Movies like Star Trek make science geeks everywhere yearn for interstellar travel, but when you truly consider the distances between things it brings a new perspective about what that would entail. It’s 238,900 miles to the moon, the closest thing to us in the cosmos. And in the case of visiting Mars, even at its closest orbit to us we’re still talking almost 35 million miles.

Before we go deep into our galaxy, we first have to make it past the Oort Cloud. This is like the asteroid belt except substantially huger and farther away — in fact it’s the outermost point of our sun’s gravitational influence and is basically the border of our solar system. Voyager 1, which has been flying away from us since 1977, will take 300 years to reach the Oort Cloud (and 30,000 years to exit it). Whaaaaaaat! And that’s at roughly 38,000 mph.

Complexity

Sometimes I wonder if being a cosmologist is a depressing job. As exciting as traversing the universe sounds, the sheer mind-boggling size of everything can make you feel lonely; our big rock is just one of an infinite number of them floating around in the blackness. Even our asteroid belt, which is often depicted as a dense cloud of rocks, has average gaps of a million km.

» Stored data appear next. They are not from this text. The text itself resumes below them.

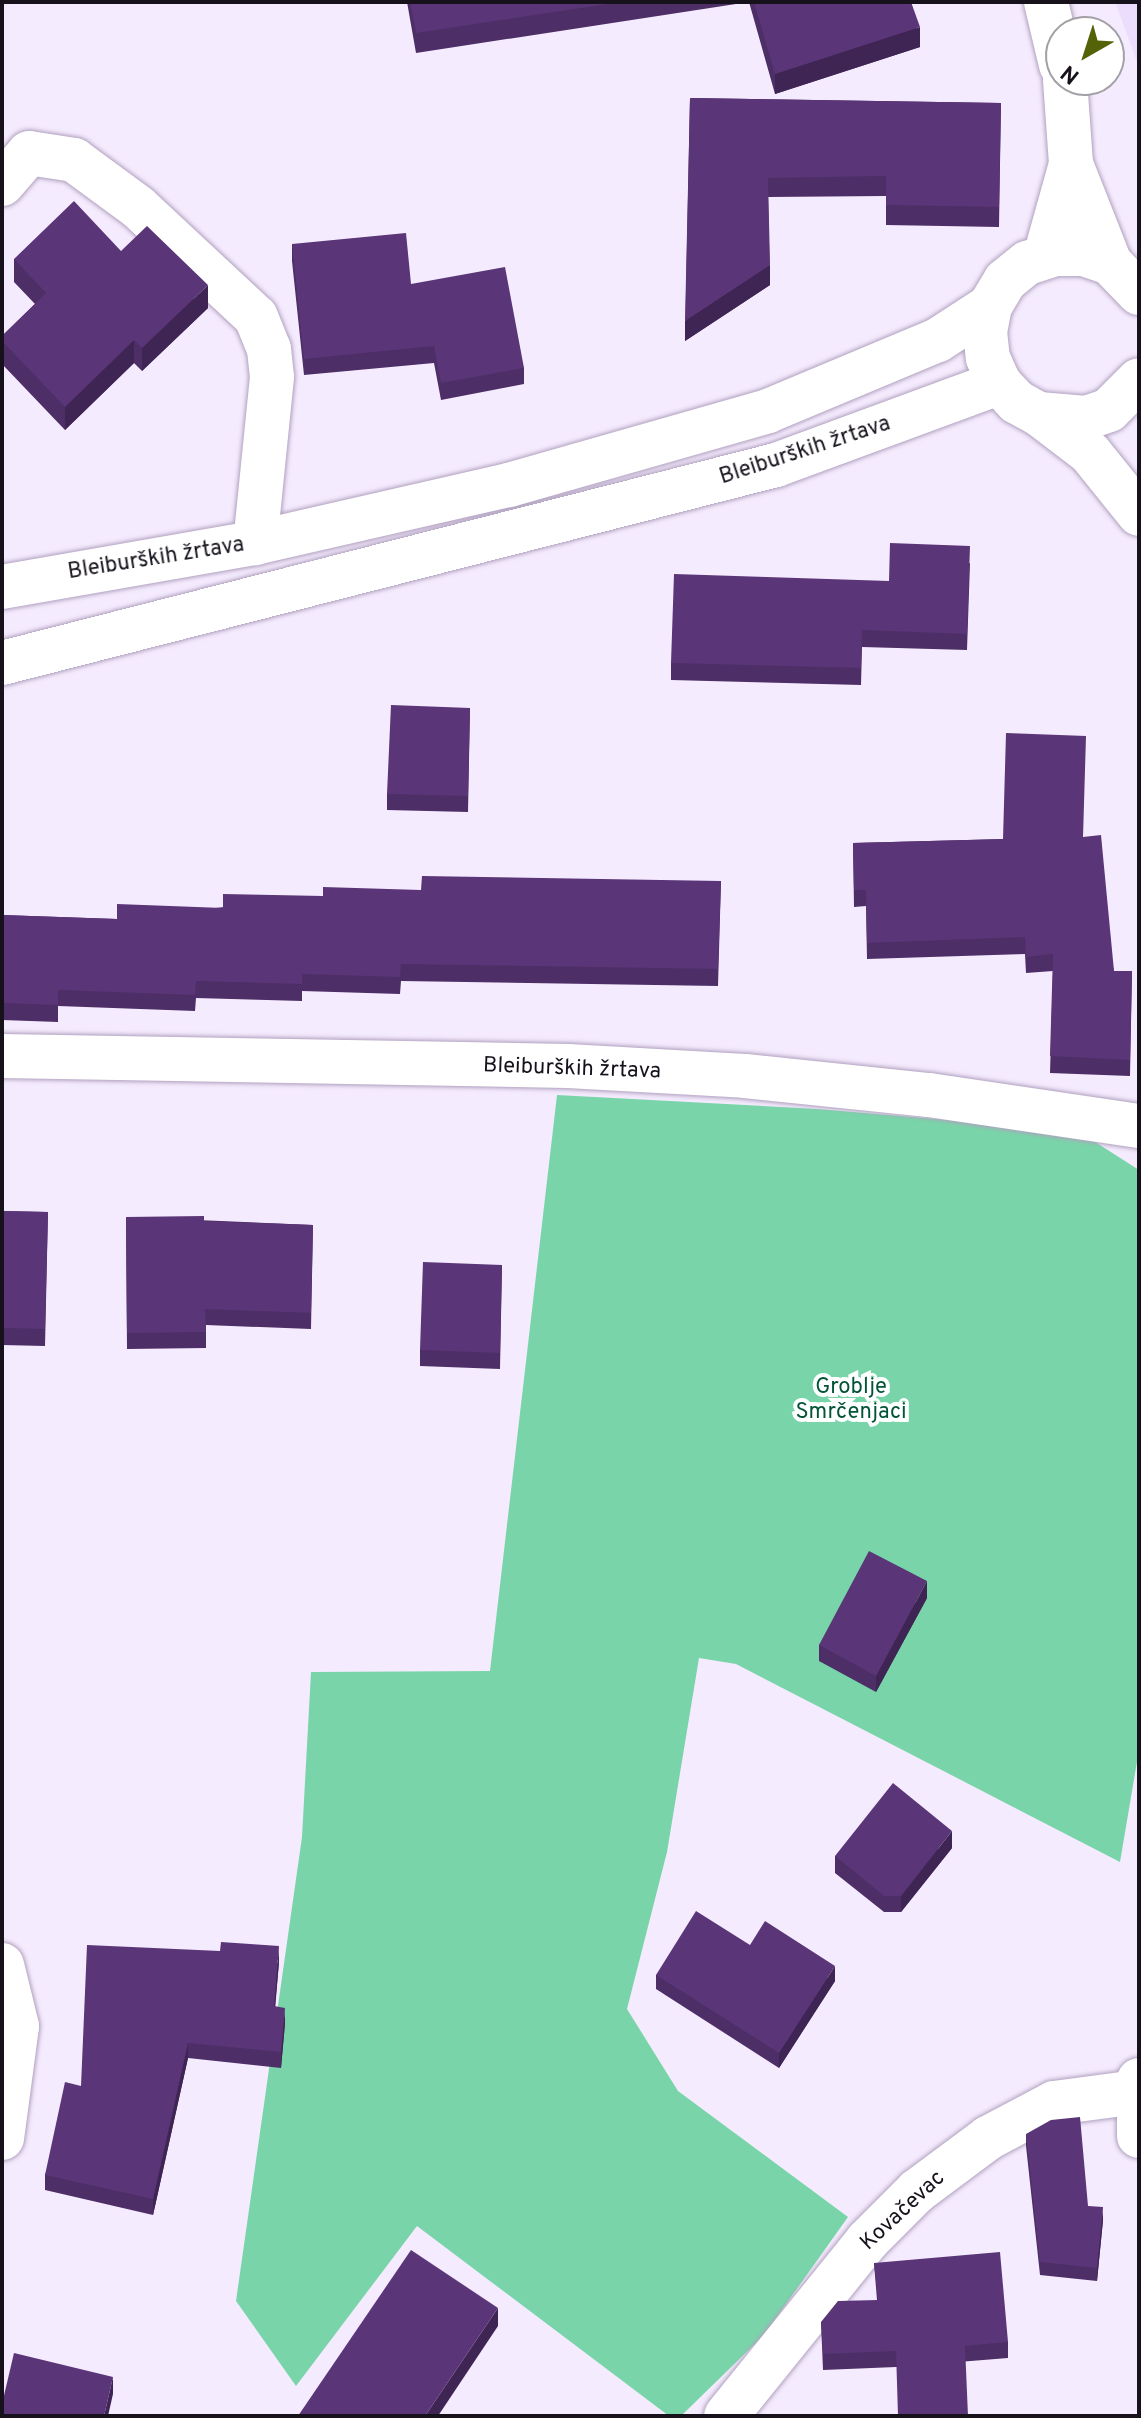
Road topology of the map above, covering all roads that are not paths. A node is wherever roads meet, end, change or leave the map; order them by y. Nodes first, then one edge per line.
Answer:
1 (1066, 96) edge
2 (1071, 164) junction
3 (2, 184) edge
4 (1045, 257) junction
5 (1124, 278) edge
6 (990, 306) junction
7 (1139, 380) edge
8 (999, 383) junction
9 (1039, 414) junction
10 (1139, 514) edge
11 (255, 543) junction
12 (2, 587) edge
13 (2, 663) edge
14 (2, 1056) edge
15 (1139, 1126) edge
16 (2, 1965) edge
17 (1139, 2080) edge
18 (1138, 2092) edge
19 (1139, 2136) edge
20 (2, 2138) edge
21 (726, 2416) edge

1 - 2 street
2 - 4 street
2 - 5 street
3 - 11 street
4 - 5 street
4 - 6 street
6 - 8 street
6 - 11 street, Bleiburških žrtava
7 - 9 street
8 - 9 street
8 - 13 street, Bleiburških žrtava
9 - 10 street
11 - 12 street, Bleiburških žrtava
14 - 15 street, Bleiburških žrtava
16 - 20 street
17 - 18 street
18 - 19 street
18 - 21 street, Kovačevac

So all that fancy looking maneuvering of space ships in and out of asteroids? Yeah… you’d probably pass right through the belt relatively undisturbed.

When we think of visiting another planet like Mars, it’s easy to envision two stationary points in space and flying that straight line between them. But since both planets have their own orbits, and considering the vastness between them, there’s a lot of calculation that goes into that. At a basic level, it involves knowing where Earth is in relation to Mars at the time of blast off. How fast is the ship going to be traveling in relation to the speed at which Mars is orbiting the sun? If the journey takes 6 months, you can’t plan based on where Mars is now but rather where it will be in 6 months, meaning you’re initially aiming at a target that isn’t there but will be by the time you get there.

When I was younger I used to fantasize about humans accomplishing light speed travel, the theoretical speed limit of the universe. But once I learned the real distances of things even that incredible speed simply isn’t enough. It’d take a year to reach the Oort cloud, but hundreds of years to the other end of our galaxy. And millions of years to reach the closest galaxy to ours — Andromeda. Warp speed, similar to what we see in Star Trek, is being theorized by scientists and is really the only way we’d realistically visit anything outside our solar system.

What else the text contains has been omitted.